_Task to carry out_
Each entry should be returned exactly as written, with no pictures carried over.
===============
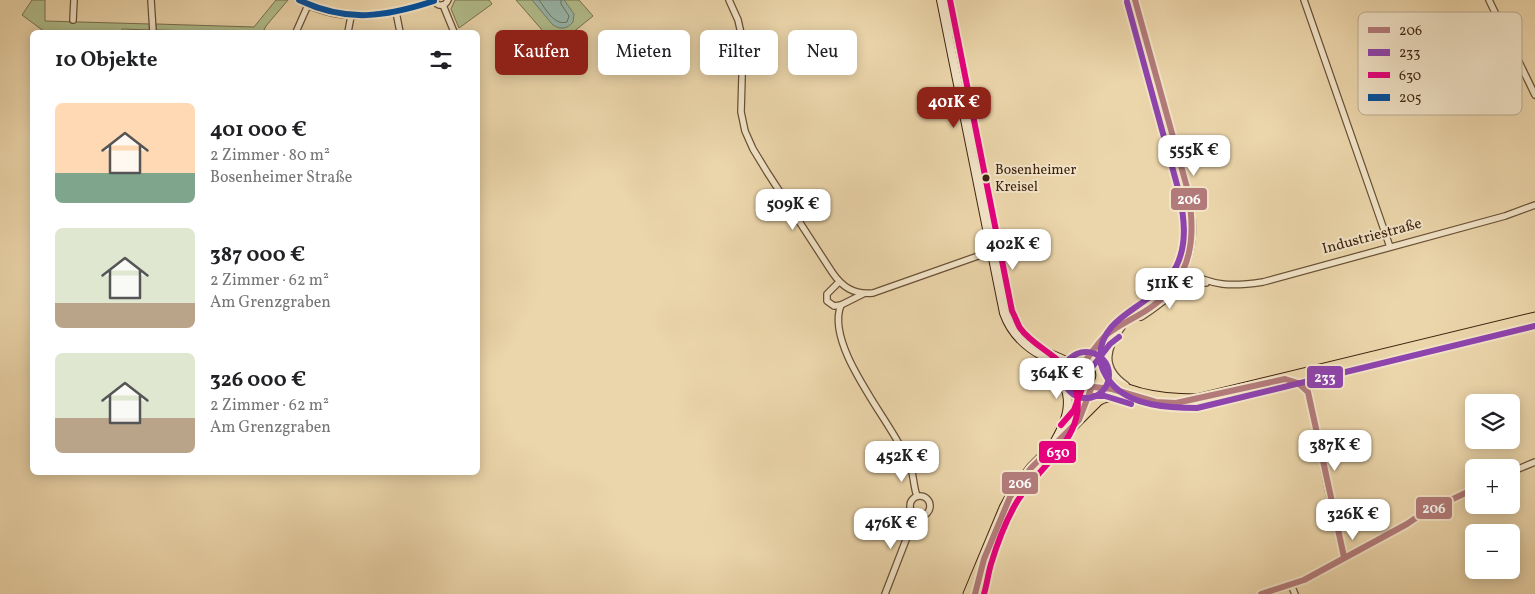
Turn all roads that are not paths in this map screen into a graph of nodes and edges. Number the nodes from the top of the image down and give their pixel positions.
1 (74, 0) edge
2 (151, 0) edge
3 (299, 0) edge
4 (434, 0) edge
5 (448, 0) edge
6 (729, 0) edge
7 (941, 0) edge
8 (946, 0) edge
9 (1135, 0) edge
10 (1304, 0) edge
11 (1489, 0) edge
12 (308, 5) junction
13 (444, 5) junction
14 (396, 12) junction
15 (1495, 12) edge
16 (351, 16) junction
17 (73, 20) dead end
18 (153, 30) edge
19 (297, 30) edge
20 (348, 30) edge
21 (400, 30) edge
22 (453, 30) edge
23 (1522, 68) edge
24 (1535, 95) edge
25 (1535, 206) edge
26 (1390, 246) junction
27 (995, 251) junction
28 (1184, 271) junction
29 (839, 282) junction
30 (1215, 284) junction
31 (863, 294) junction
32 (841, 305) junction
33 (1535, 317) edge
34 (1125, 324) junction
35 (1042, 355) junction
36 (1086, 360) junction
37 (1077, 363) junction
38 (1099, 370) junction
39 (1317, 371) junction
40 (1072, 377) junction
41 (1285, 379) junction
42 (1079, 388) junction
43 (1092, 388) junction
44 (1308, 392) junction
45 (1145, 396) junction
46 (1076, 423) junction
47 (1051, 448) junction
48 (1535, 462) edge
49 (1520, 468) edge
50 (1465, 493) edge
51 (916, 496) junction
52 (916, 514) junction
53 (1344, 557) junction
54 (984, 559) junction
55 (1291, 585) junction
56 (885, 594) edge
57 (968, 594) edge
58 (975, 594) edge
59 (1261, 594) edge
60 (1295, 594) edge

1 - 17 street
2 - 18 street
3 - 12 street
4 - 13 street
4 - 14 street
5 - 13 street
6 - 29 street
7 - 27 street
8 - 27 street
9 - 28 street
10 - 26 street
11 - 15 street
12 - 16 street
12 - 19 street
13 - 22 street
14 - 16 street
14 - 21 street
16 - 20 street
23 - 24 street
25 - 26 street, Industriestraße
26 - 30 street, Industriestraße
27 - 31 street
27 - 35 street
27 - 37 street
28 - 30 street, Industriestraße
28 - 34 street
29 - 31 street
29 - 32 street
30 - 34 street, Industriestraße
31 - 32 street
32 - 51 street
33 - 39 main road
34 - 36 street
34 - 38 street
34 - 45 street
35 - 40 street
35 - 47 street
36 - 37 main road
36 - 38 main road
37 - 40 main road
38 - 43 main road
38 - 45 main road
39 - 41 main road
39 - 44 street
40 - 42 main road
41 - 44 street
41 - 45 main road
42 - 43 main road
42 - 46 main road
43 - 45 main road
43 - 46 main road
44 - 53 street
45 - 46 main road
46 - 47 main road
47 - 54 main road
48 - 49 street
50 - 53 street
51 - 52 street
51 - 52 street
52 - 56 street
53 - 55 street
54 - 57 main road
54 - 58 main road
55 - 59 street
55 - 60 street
===============
_Response_
Turn all roads that are not paths in this map screen into a graph of nodes and edges. Number the nodes from the top of the image down and give their pixel positions.
1 (74, 0) edge
2 (151, 0) edge
3 (299, 0) edge
4 (434, 0) edge
5 (448, 0) edge
6 (729, 0) edge
7 (941, 0) edge
8 (946, 0) edge
9 (1135, 0) edge
10 (1304, 0) edge
11 (1489, 0) edge
12 (308, 5) junction
13 (444, 5) junction
14 (396, 12) junction
15 (1495, 12) edge
16 (351, 16) junction
17 (73, 20) dead end
18 (153, 30) edge
19 (297, 30) edge
20 (348, 30) edge
21 (400, 30) edge
22 (453, 30) edge
23 (1522, 68) edge
24 (1535, 95) edge
25 (1535, 206) edge
26 (1390, 246) junction
27 (995, 251) junction
28 (1184, 271) junction
29 (839, 282) junction
30 (1215, 284) junction
31 (863, 294) junction
32 (841, 305) junction
33 (1535, 317) edge
34 (1125, 324) junction
35 (1042, 355) junction
36 (1086, 360) junction
37 (1077, 363) junction
38 (1099, 370) junction
39 (1317, 371) junction
40 (1072, 377) junction
41 (1285, 379) junction
42 (1079, 388) junction
43 (1092, 388) junction
44 (1308, 392) junction
45 (1145, 396) junction
46 (1076, 423) junction
47 (1051, 448) junction
48 (1535, 462) edge
49 (1520, 468) edge
50 (1465, 493) edge
51 (916, 496) junction
52 (916, 514) junction
53 (1344, 557) junction
54 (984, 559) junction
55 (1291, 585) junction
56 (885, 594) edge
57 (968, 594) edge
58 (975, 594) edge
59 (1261, 594) edge
60 (1295, 594) edge

1 - 17 street
2 - 18 street
3 - 12 street
4 - 13 street
4 - 14 street
5 - 13 street
6 - 29 street
7 - 27 street
8 - 27 street
9 - 28 street
10 - 26 street
11 - 15 street
12 - 16 street
12 - 19 street
13 - 22 street
14 - 16 street
14 - 21 street
16 - 20 street
23 - 24 street
25 - 26 street, Industriestraße
26 - 30 street, Industriestraße
27 - 31 street
27 - 35 street
27 - 37 street
28 - 30 street, Industriestraße
28 - 34 street
29 - 31 street
29 - 32 street
30 - 34 street, Industriestraße
31 - 32 street
32 - 51 street
33 - 39 main road
34 - 36 street
34 - 38 street
34 - 45 street
35 - 40 street
35 - 47 street
36 - 37 main road
36 - 38 main road
37 - 40 main road
38 - 43 main road
38 - 45 main road
39 - 41 main road
39 - 44 street
40 - 42 main road
41 - 44 street
41 - 45 main road
42 - 43 main road
42 - 46 main road
43 - 45 main road
43 - 46 main road
44 - 53 street
45 - 46 main road
46 - 47 main road
47 - 54 main road
48 - 49 street
50 - 53 street
51 - 52 street
51 - 52 street
52 - 56 street
53 - 55 street
54 - 57 main road
54 - 58 main road
55 - 59 street
55 - 60 street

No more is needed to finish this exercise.